L’amélioration de la pratique bancaire “treat your customer fairly” sera vraisemblablement une des priorités du Budget 2014 qui sera présenté par le VPM et ministre des Finances Xavier Luc Duval en novembre. Cette démarche a été jugée nécessaire à la suite d’un constat et des protestations répétées enregistrées au niveau du ministère.
« Avec le système de pénalités imposé actuellement par les banques, le montant modeste d’une dette impayée peut être décuplé en dix ans avec tout le drame que cela comporte pour une personne qui s’est retrouvée pour une raison ou une autre en difficulté », déplore-t-on au niveau du ministère des Finances.
Ainsi selon notre interlocuteur une somme impayée de Rs 200 000 peut à un certain moment, en tenant en compte les intérêts et le taux de la pénalité sur le capital et les intérêts, devenir une dette colossale de Rs 3 millions. « Ce qui est déplorable est qu’une personne peut s’être retrouvée en difficulté et ne soit pas en mesure de rembourser sa dette après avoir perdu son emploi, une maladie ou un accident qui l’a affectée physiquement au point d’être handicapée. Ou encore, une femme peut avoir perdu son mari. De plus, au moment où la banque soumet la réclamation et menace de prendre des mesures légales, la personne en question peut être à la retraite et voit subitement ses avoirs menacés de saisie. Tout cela met en difficulté des familles honnêtes », explique-t-on aux Finances.
« Il y a un travail à faire pour voir comment introduire un plafond qui pourrait être deux ou trois fois la somme impayée. Peut-être qu’il faudrait éliminer les penalty fees et maintenir le taux d’intérêt au niveau de celui du Repo Rate ».
Le ministère des Finances entreprend actuellement une étude sur la situation à Maurice et sur la pratique en cours à l’étranger afin de traiter au plus vite ces cas.
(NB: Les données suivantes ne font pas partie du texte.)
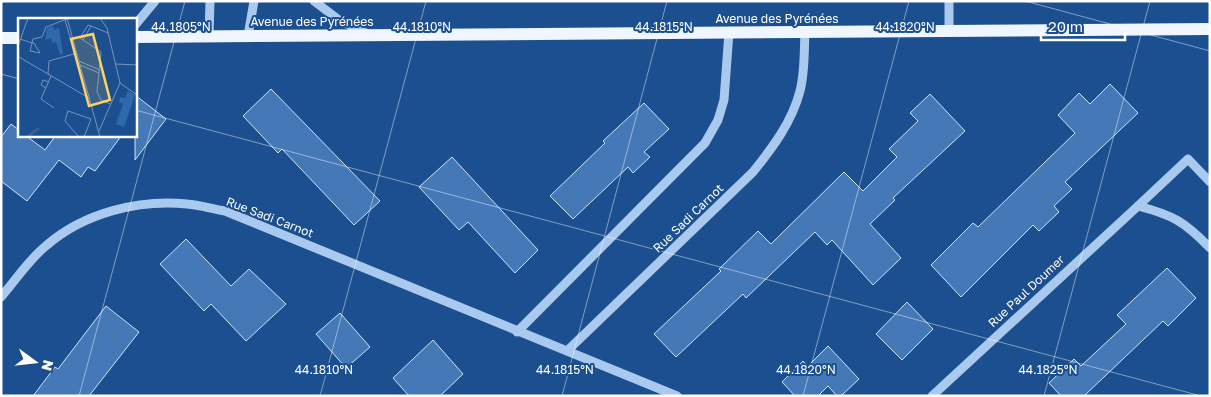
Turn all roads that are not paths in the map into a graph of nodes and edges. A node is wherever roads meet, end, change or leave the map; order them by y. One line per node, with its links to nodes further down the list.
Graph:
1 (155, 1): 6 (street)
2 (210, 1): 12 (street)
3 (254, 1): 13 (street)
4 (314, 1): 11 (street)
5 (949, 1): 8 (street)
6 (136, 24)
7 (1210, 29): 8 (main road, Avenue des Pyrénées)
8 (949, 31): 10 (main road, Avenue des Pyrénées)
9 (729, 32): 10 (main road, Avenue des Pyrénées); 11 (main road, Avenue des Pyrénées); 21 (street)
10 (805, 32): 22 (street, Rue Sadi Carnot)
11 (371, 35): 13 (main road, Avenue des Pyrénées)
12 (209, 36): 13 (main road, Avenue des Pyrénées); 14 (main road, Avenue des Pyrénées)
13 (248, 36)
14 (136, 37)
15 (1, 38): 16 (main road)
16 (18, 38)
17 (1210, 182): 18 (street, Rue Paul Doumer)
18 (1138, 206): 19 (street); 24 (street, Rue Paul Doumer)
19 (1210, 248)
20 (1, 297): 21 (street, Rue Sadi Carnot)
21 (518, 332): 22 (street, Rue Sadi Carnot)
22 (567, 351): 23 (street)
23 (677, 396)
24 (932, 396)

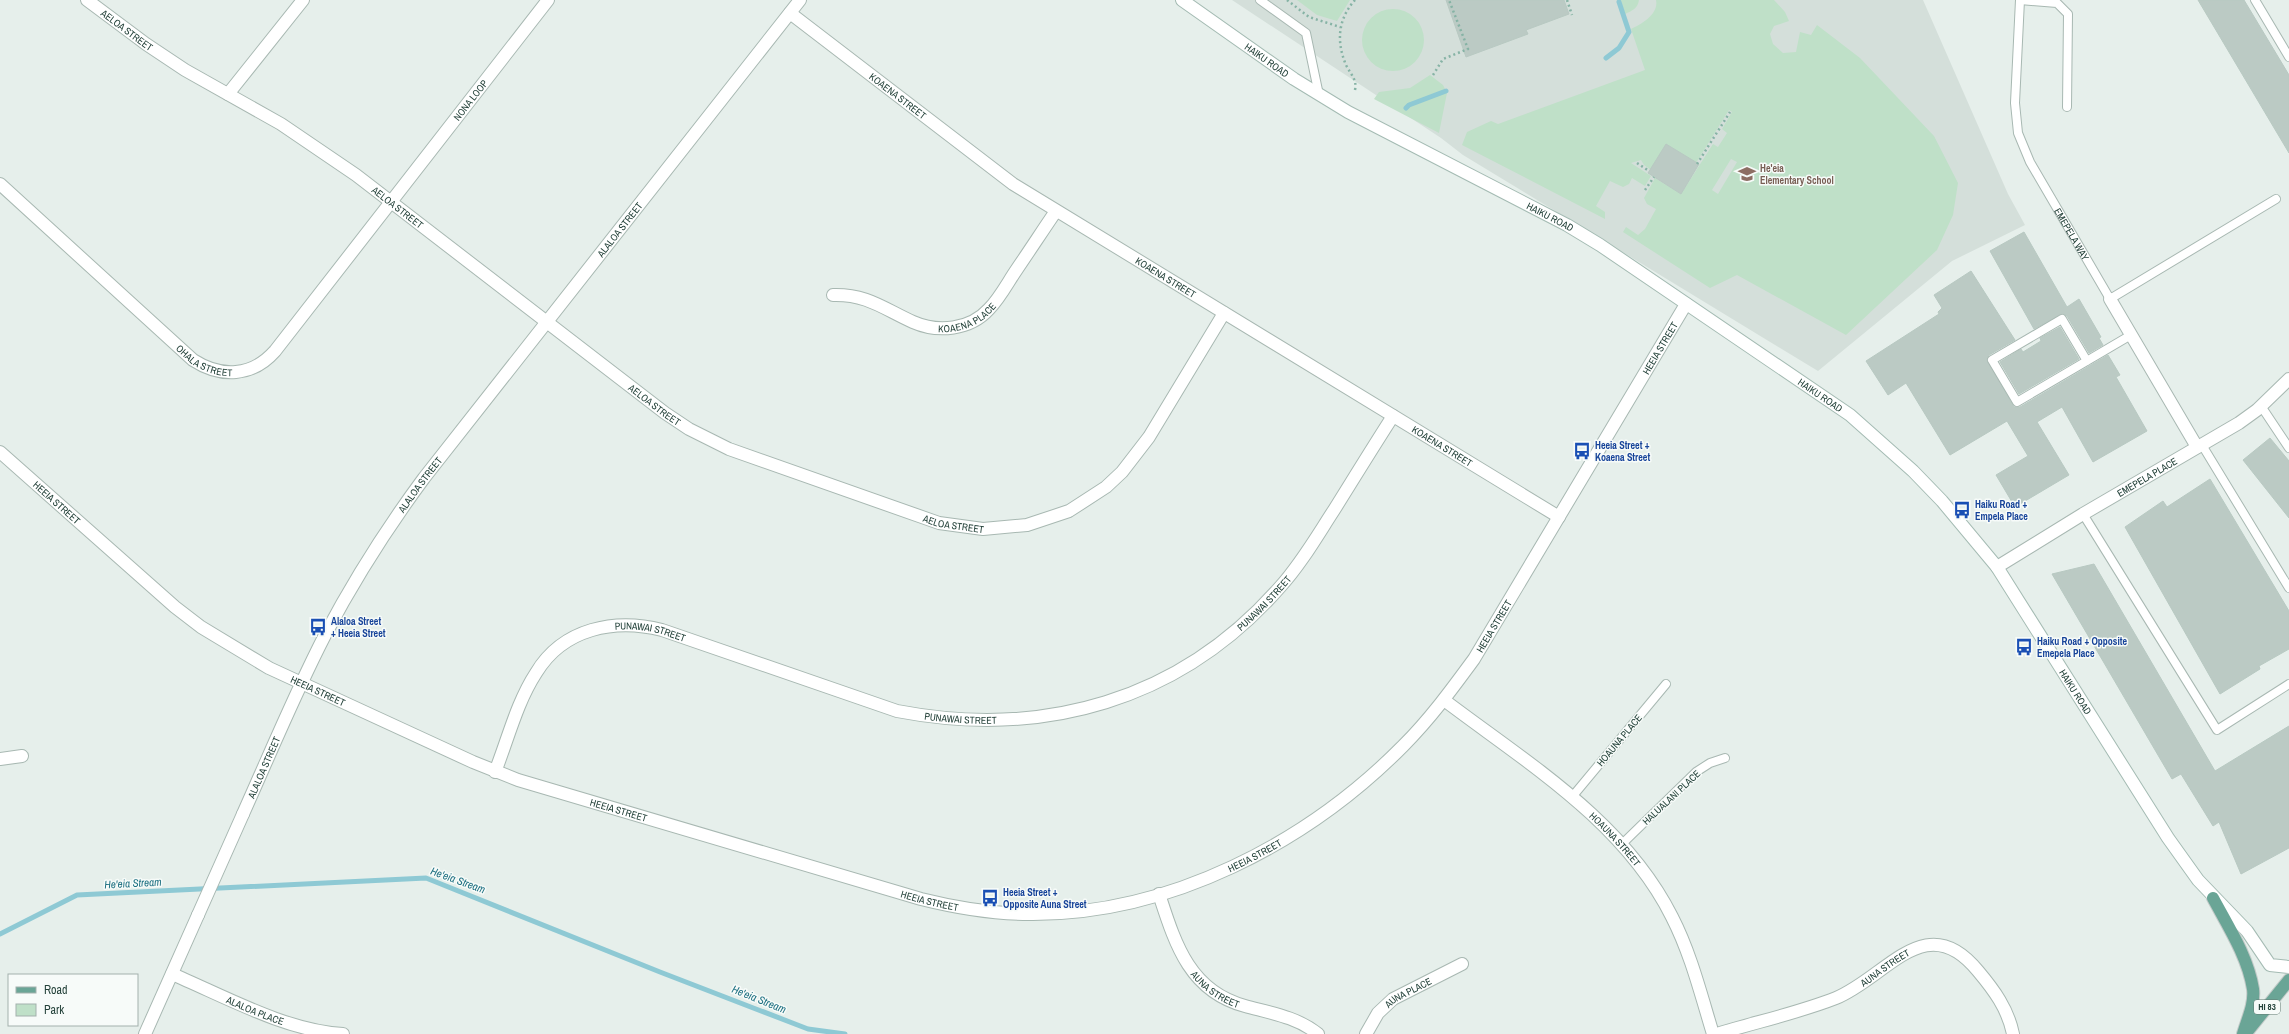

Actuellement, il est dans l’intérêt de la banque de laisser la dette s’accumuler, surtout qu’elle peut toucher des intérêts assez élevés. Le ministère des Finances a annoncé qu’une étude sera effectuée sur la vente à tempérament également. Il faut fixer une limite au-delà de laquelle la dette ne peut être accumulée et revoir le système de taux d’intérêt et de pénalité, insiste-t-on.